__What you need to do__. Read through the data, and wherever a line holds the word "node", write that line out.

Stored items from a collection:
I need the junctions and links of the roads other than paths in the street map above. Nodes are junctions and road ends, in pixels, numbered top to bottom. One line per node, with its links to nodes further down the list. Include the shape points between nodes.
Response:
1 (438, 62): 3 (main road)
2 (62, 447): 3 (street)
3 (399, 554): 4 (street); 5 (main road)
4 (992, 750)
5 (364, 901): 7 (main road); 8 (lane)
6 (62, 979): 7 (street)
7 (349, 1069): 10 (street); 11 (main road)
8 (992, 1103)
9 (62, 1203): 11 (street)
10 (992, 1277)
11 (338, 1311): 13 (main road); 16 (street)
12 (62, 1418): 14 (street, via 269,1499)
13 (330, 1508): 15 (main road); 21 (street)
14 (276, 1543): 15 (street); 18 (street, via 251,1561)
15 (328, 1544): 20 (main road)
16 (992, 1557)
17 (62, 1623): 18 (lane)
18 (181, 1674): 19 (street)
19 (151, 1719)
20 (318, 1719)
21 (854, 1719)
...
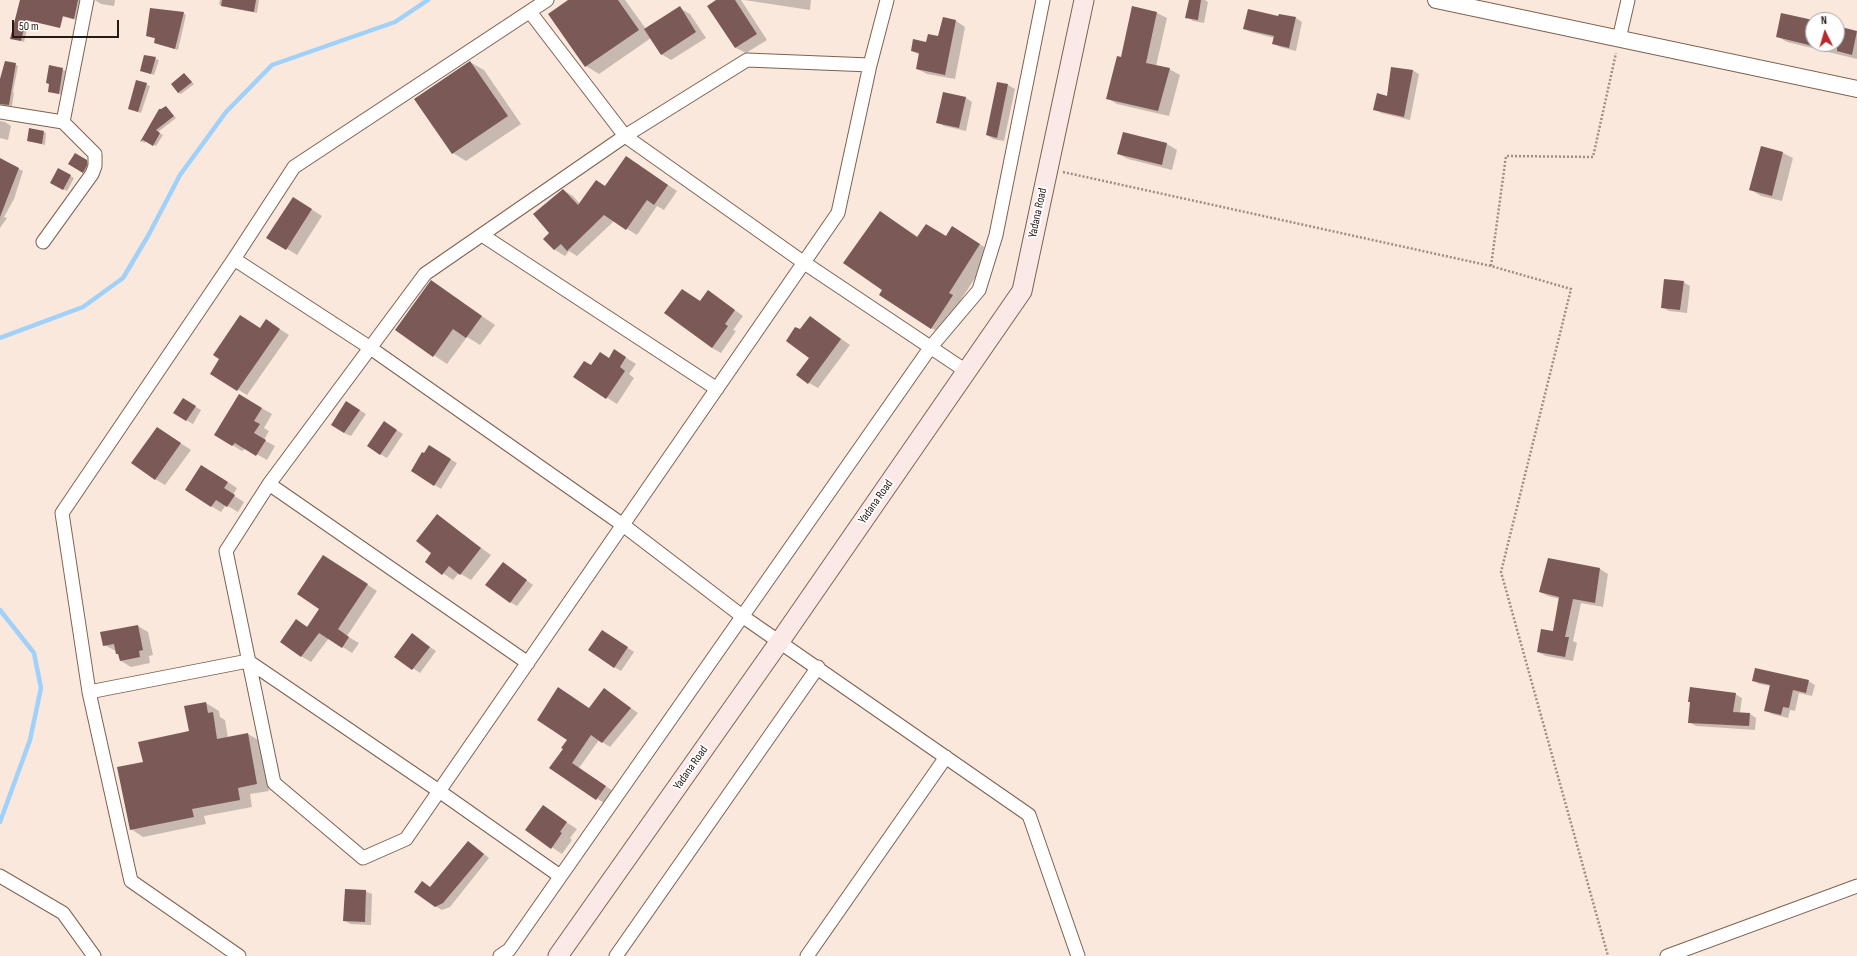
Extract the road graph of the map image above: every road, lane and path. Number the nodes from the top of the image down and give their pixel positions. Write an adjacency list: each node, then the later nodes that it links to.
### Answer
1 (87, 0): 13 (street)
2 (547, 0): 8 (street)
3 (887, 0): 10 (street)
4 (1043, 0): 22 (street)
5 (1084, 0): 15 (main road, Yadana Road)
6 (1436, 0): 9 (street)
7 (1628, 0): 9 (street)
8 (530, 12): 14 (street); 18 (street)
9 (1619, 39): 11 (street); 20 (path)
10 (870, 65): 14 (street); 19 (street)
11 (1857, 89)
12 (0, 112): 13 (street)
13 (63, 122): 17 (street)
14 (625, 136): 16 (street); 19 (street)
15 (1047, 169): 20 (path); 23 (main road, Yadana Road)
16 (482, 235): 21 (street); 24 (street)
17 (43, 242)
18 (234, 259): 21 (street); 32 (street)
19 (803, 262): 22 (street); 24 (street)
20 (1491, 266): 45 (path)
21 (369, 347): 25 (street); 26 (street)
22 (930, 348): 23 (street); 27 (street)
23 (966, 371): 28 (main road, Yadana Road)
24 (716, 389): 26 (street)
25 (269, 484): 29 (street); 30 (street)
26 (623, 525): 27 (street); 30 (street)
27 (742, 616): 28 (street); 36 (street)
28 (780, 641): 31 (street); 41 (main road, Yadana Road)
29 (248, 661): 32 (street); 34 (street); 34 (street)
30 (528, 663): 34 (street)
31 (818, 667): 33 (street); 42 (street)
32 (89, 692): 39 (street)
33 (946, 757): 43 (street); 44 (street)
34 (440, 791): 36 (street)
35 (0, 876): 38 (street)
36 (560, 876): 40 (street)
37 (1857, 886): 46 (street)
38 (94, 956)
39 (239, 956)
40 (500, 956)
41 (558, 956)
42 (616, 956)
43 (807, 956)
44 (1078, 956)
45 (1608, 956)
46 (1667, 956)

__Task solution__.
I need the junctions and links of the roads other than paths in the street map above. Nodes are junctions and road ends, in pixels, numbered top to bottom. One line per node, with its links to nodes further down the list. Include the shape points between nodes.
Extract the road graph of the map image above: every road, lane and path. Number the nodes from the top of the image down and give their pixel positions. Write an adjacency list: each node, then the later nodes that it links to.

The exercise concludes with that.